Chapter 3: These Black Tears We Weep

**Edward's POV:**

"Carlisle?" I asked as we walked into the hospital. I was starting as a doctor today….to get my mind off things.

"You're going to be starting in the rehabilitation center first, Edward." Carlisle said as he handed me my ID and some papers. I looked over the papers, and there were some new people coming in today, from...Forks? That was odd.

The thoughts of everyone flurried around me, and I tried to block them out, but one made way to the forefront of my mind.

_Damn, this girl is strong!_

It sounded like one of the new arrivals was putting up a fight outside. I groaned. This was not what I needed right now. The door flew open and in came a boy about 19, with black shaggy hair and he was wearing skinny jeans and a band T shirt. He was putting up a fight, and the cops held him against the wall and handcuffed him. I heard the other officers bring up someone else that was making a scene, and just then they burst through the door, with a girl screaming and hitting the officers, trying to get away. What I saw shocked me.

Bella.

"Bella?" I whispered, and she fell limp in the officer's hands, and he eyes raised to meet mine. First I saw pain....a pain so great I didn't think it was possible. Her hair was dyed jet black, she had black circles under her eyes, she was extremely skinny, and her beautiful brown eyes were bloodshot and dilated. But then, the pain turned to anger, hate. She started thrashing around again, screaming for them to let her go. The officers slammed her against the wall, and her face turned to the side and she stared at me with those hate-filled eyes as they handcuffed her.

I couldn't believe what I'd done.

Bella was in here....for a reason. She was on drugs, I could smell it in her veins. Because of me....I left her.

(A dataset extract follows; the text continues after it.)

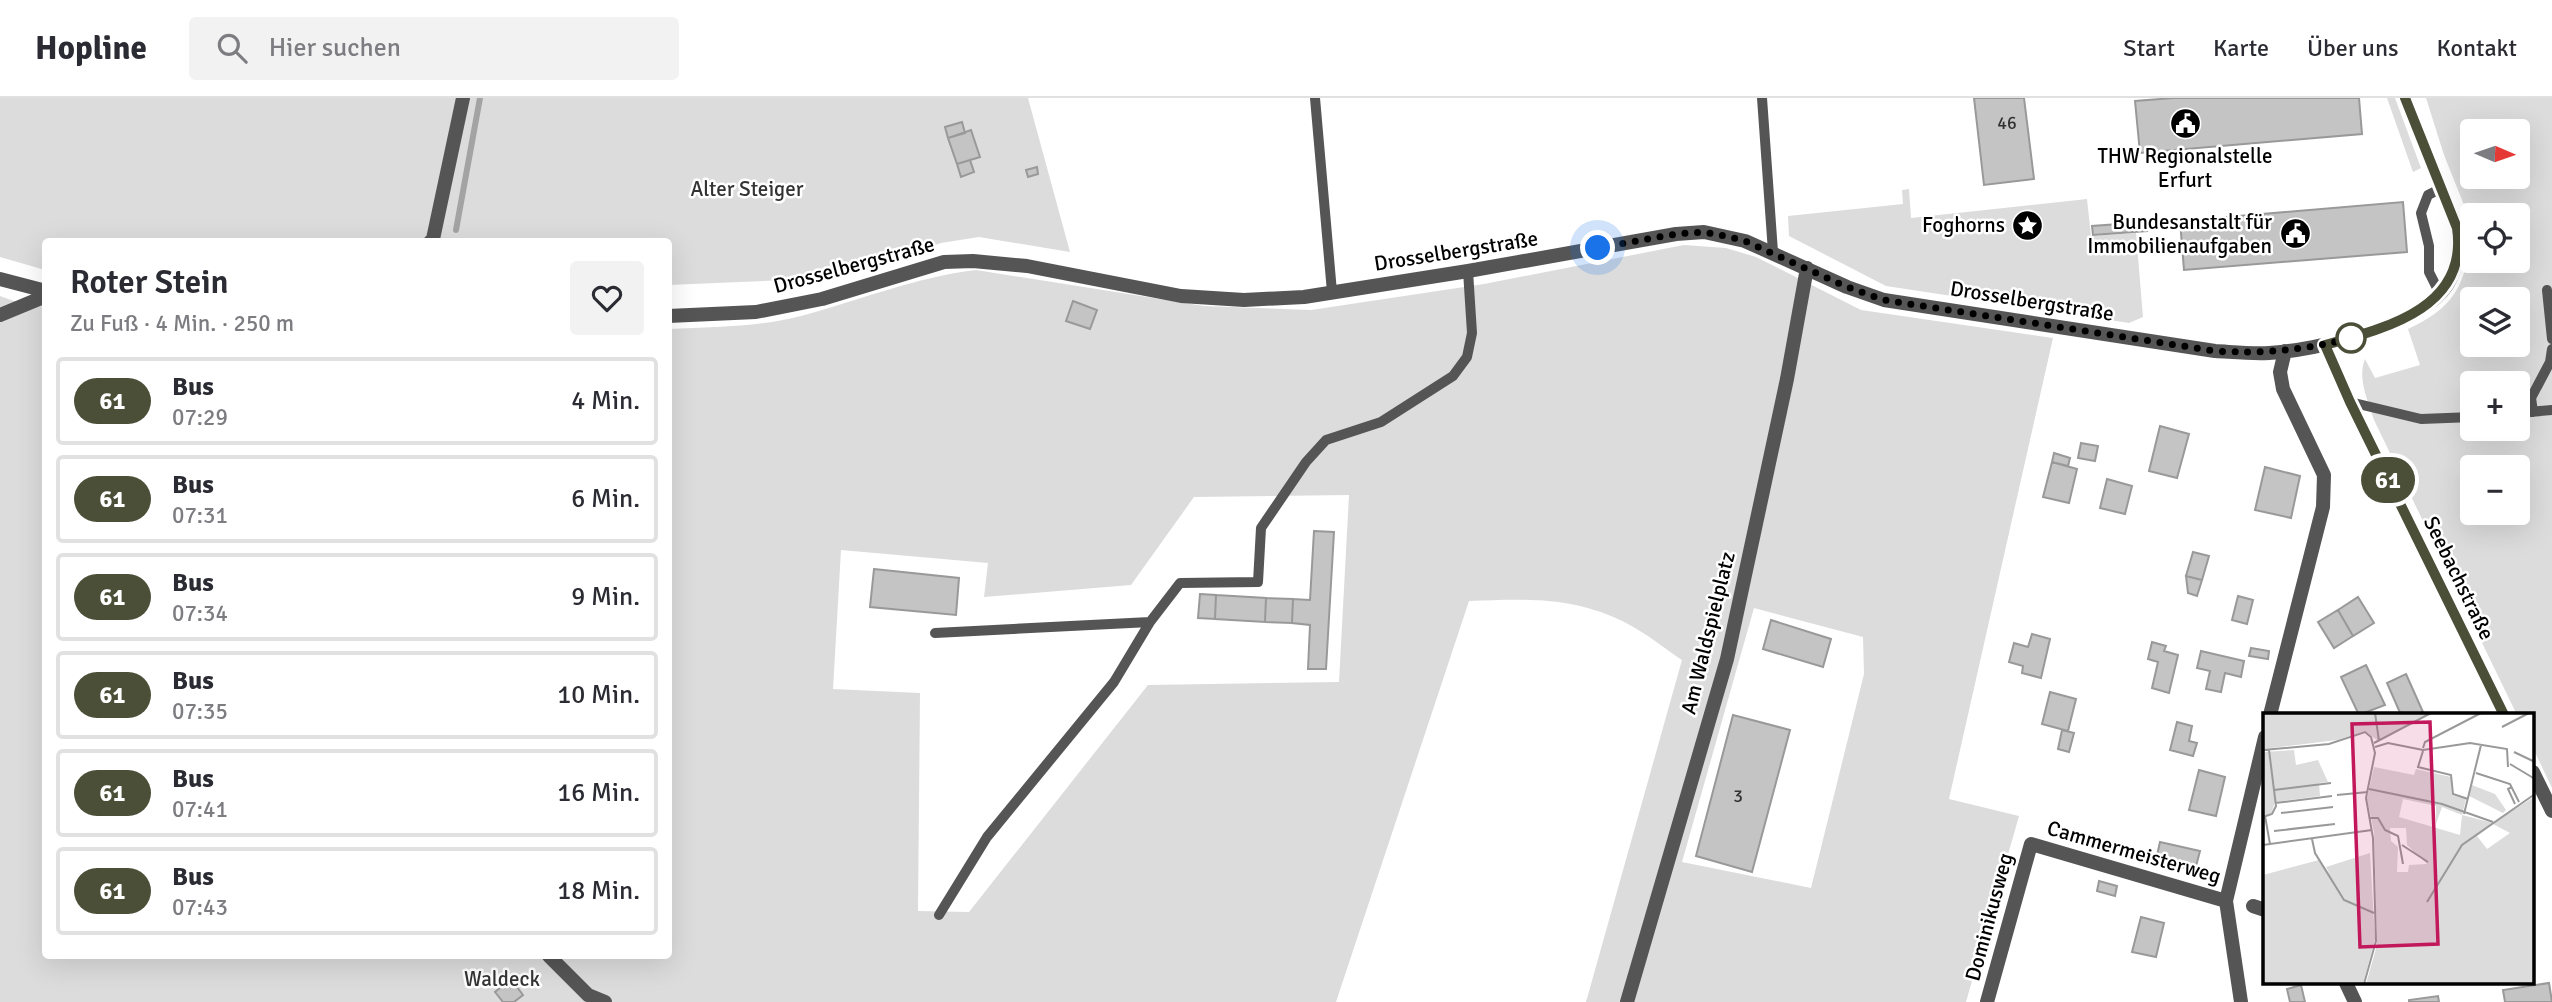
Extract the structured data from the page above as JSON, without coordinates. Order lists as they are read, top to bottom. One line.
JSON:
{"streets":{"street":["Drosselbergstraße","Seebachstraße","Am Waldspielplatz","Cammermeisterweg","Dominikusweg"]},"crossings":[["Drosselbergstraße","Seebachstraße"],["Drosselbergstraße","Am Waldspielplatz"],["Cammermeisterweg","Dominikusweg"]],"parks":["Alter Steiger","Waldeck"],"places":{"public building":["THW Regionalstelle Erfurt","Bundesanstalt für Immobilienaufgaben"],"place":["Foghorns"]},"lines":["bus line 61"],"house_numbers":["46","3"],"north":"right","page":{"header":"Hopline","search":"Hier suchen","nav":["Start","Karte","Über uns","Kontakt"],"on_map":"61","map_buttons":["+","−"],"heading":["Roter Stein","Zu Fuß · 4 Min. · 250 m"],"list":[{"mark":"61","name":"Bus","note":"07:29","value":"4 Min."},{"mark":"61","name":"Bus","note":"07:31","value":"6 Min."},{"mark":"61","name":"Bus","note":"07:34","value":"9 Min."},{"mark":"61","name":"Bus","note":"07:35","value":"10 Min."},{"mark":"61","name":"Bus","note":"07:41","value":"16 Min."},{"mark":"61","name":"Bus","note":"07:43","value":"18 Min."}]}}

_Damn, Bella's in here. I was hoping she'd get away….well at least now I have her to look forward to._

The boy, named Danny, his thoughts leaked into my mind, along with some graphic images of Bella and him. I fought the urge to run over to him and throw him through the wall. How could Bella do that?! With....him?! It might only have been oral, but still. It was supposed to be me!

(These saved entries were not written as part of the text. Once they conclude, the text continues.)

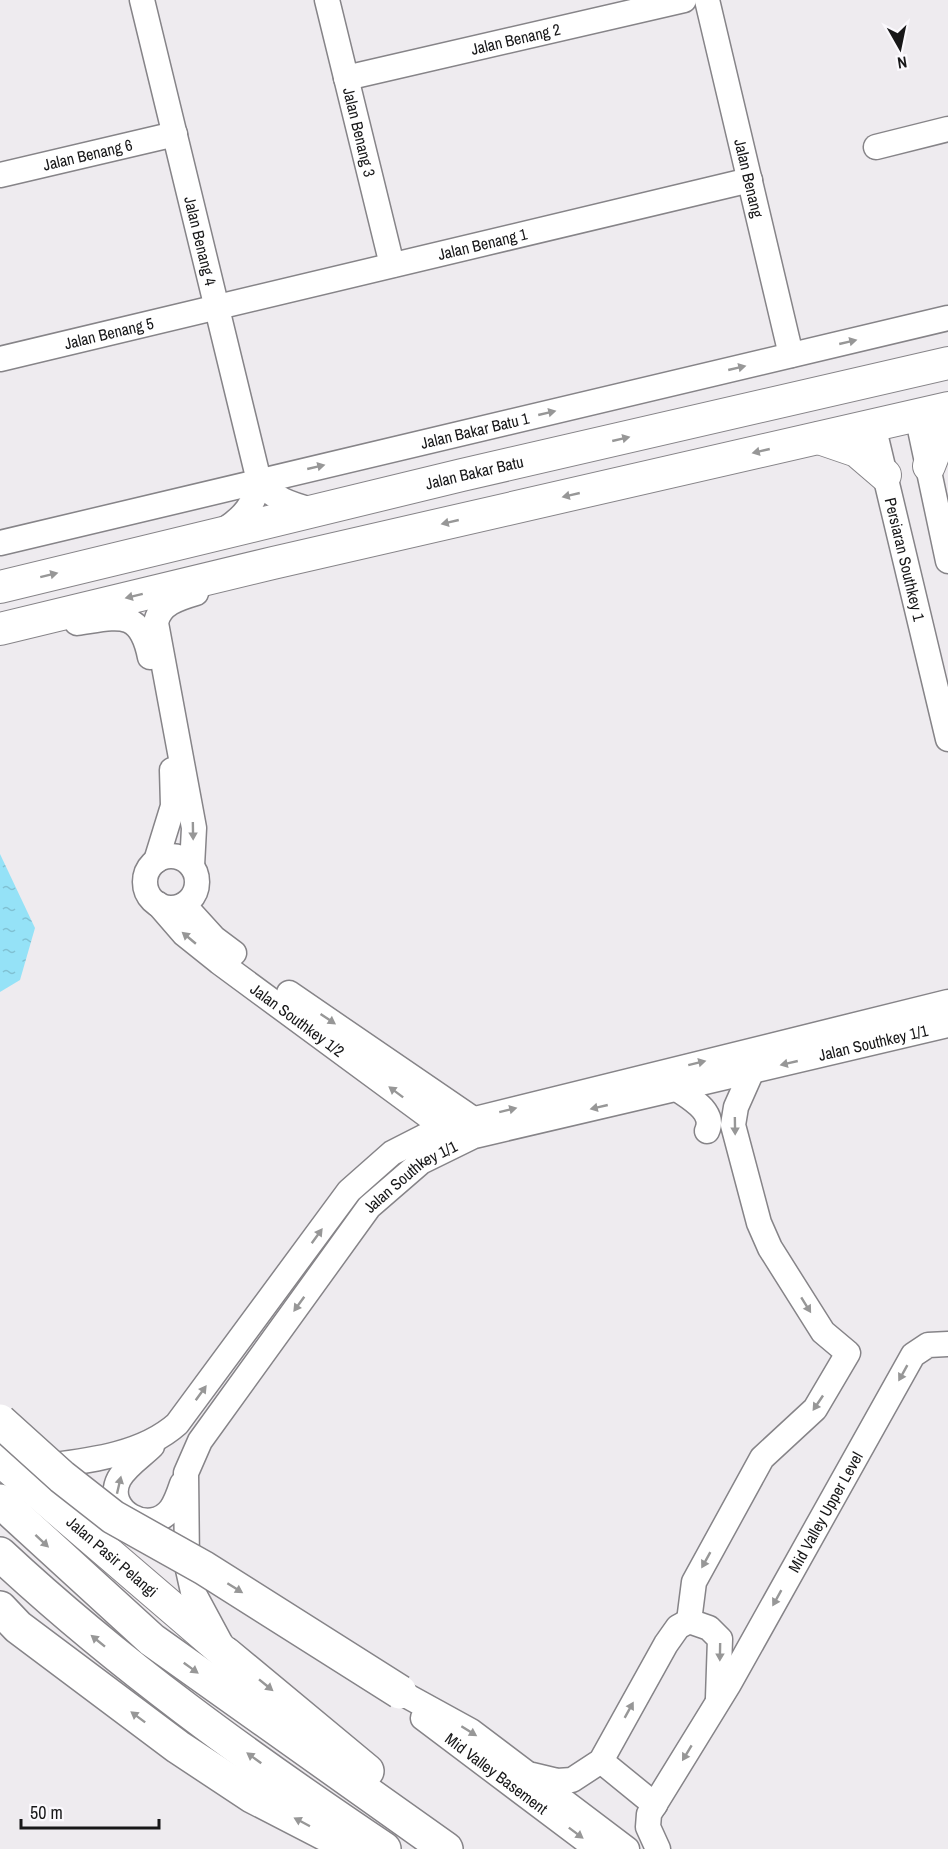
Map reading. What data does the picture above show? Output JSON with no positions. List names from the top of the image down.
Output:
{
  "streets": {
    "main road": ["Jalan Bakar Batu", "Jalan Pasir Pelangi"],
    "street": [
      "Jalan Benang 2",
      "Jalan Benang 3",
      "Jalan Benang 6",
      "Jalan Benang",
      "Jalan Benang 4",
      "Jalan Benang 1",
      "Jalan Benang 5",
      "Jalan Bakar Batu 1",
      "Persiaran Southkey 1",
      "Jalan Southkey 1/2",
      "Jalan Southkey 1/1",
      "Mid Valley Upper Level",
      "Mid Valley Basement"
    ]
  },
  "crossings": [
    ["Jalan Benang 2", "Jalan Benang 3"],
    ["Jalan Benang 3", "Jalan Benang 1"],
    ["Jalan Benang 6", "Jalan Benang 4"],
    ["Jalan Benang", "Jalan Benang 1"],
    ["Jalan Benang", "Jalan Bakar Batu 1"],
    ["Jalan Benang 4", "Jalan Benang 1"],
    ["Jalan Benang 4", "Jalan Benang 5"],
    ["Jalan Benang 4", "Jalan Bakar Batu 1"],
    ["Jalan Benang 1", "Jalan Benang 5"],
    ["Jalan Southkey 1/2", "Jalan Southkey 1/1"],
    ["Jalan Southkey 1/1", "Jalan Pasir Pelangi"]
  ],
  "one_way": ["Jalan Bakar Batu 1", "Mid Valley Upper Level"],
  "scale_bar": "50 m",
  "north": "bottom"
}
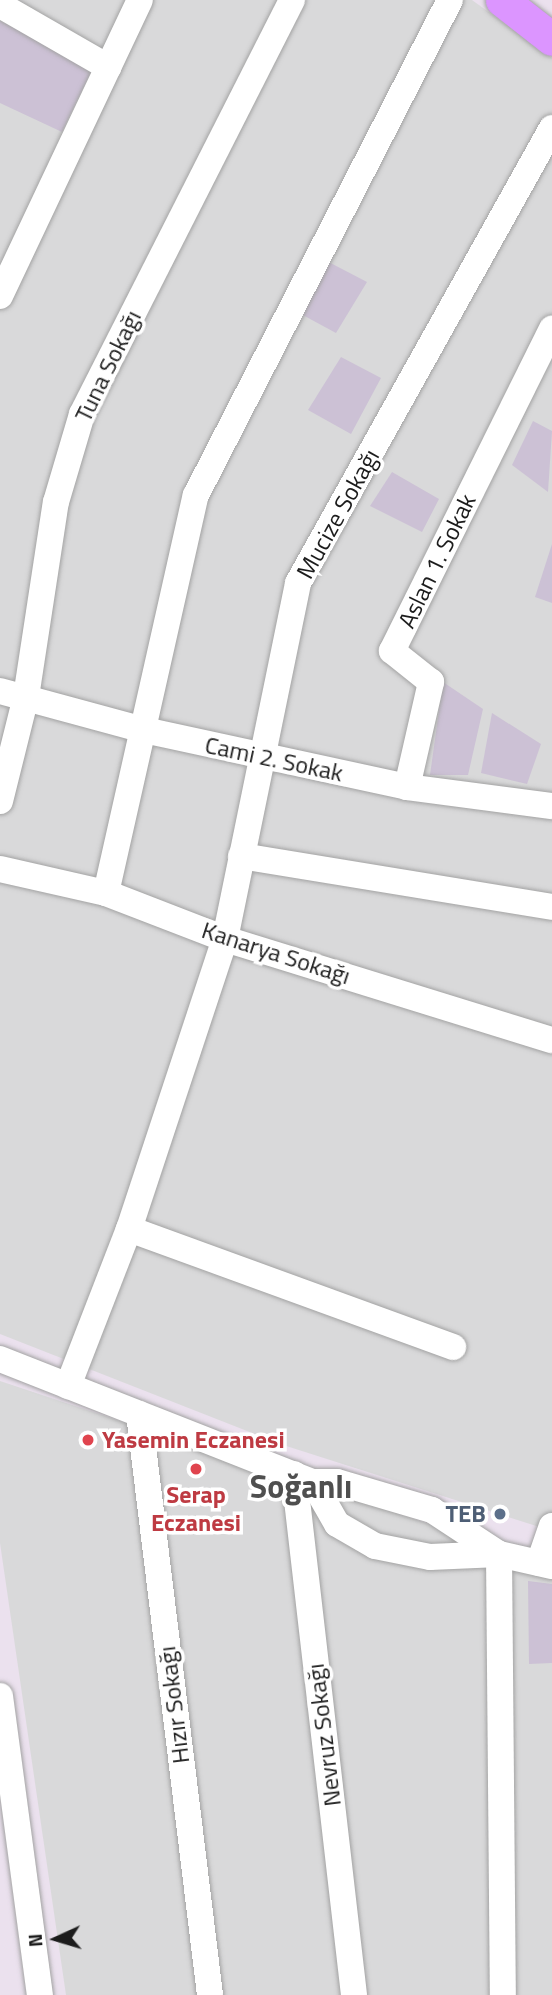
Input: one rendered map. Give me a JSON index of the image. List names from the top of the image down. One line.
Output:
{"streets":{"street":["Tuna Sokağı","Mucize Sokağı","Aslan 1. Sokak","Cami 2. Sokak","Kanarya Sokağı","Hızır Sokağı","Nevruz Sokağı"]},"crossings":[["Tuna Sokağı","Cami 2. Sokak"],["Mucize Sokağı","Cami 2. Sokak"],["Mucize Sokağı","Kanarya Sokağı"],["Aslan 1. Sokak","Cami 2. Sokak"]],"districts":["Soğanlı"],"places":["Yasemin Eczanesi","Serap Eczanesi","TEB"],"north":"left"}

I guess I destroyed that when I left.

**Bella's POV:**

I stared at Edward, and I felt that hole in my chest threatening to open. No, it already did. The pain shot through me like my stomach had just fallen from a 60 story building, smashed on the pavement, sawed in half, stomped on by 6-year-olds, grinded to dust, and then fed the dust to sharks.

Yea, it hurt.

I quickly changed my expression to hate. _He_ did this to me. _He_ made me feel this way. _He_ left _me_. He-who-must-not-be-named! If I would have known he was just going to hurt me in the end I would wish I never would have met him.

I started thrashing around again, and I watched Edward's expression as they threw me against the wall and handcuffed me. They pulled me back and led me past Edward, and I didn't give him so much as another glance.

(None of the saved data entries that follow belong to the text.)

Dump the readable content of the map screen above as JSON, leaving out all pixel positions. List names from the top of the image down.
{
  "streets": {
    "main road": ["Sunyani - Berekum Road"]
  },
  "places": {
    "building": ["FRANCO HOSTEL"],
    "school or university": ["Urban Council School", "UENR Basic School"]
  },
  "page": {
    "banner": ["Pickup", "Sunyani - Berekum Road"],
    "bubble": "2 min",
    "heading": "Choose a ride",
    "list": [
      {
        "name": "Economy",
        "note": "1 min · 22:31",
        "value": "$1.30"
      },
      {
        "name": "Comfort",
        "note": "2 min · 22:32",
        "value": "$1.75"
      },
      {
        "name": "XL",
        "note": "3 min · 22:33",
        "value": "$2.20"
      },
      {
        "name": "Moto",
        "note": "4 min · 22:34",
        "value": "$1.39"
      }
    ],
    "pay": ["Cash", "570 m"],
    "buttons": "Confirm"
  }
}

I couldn't risk more hurt.

I needed my drugs now more than ever. I felt like I was suffocating, being near him. He used to take my breath away, in a good way, but this was nothing similar. I felt like I was drowning under his presence, being held under the water. The surface was almost in my reach, I just needed to swim an inch more—but he pulled me down, and I was losing my air.

I was losing my Novocain.

The guards led me to a room where they asked me some questions on how I lived at home, and they searched me to make sure I didn't have any weapons or anything harmful, or drugs on me. After that, they showed me to my room. The room was filled with 2 beds, 2 dressers, and 2 lamps. There was a window on the far side of the room, and a bathroom. I took the bed closest to the door. I sat down, and just stared at the cracks in the wall.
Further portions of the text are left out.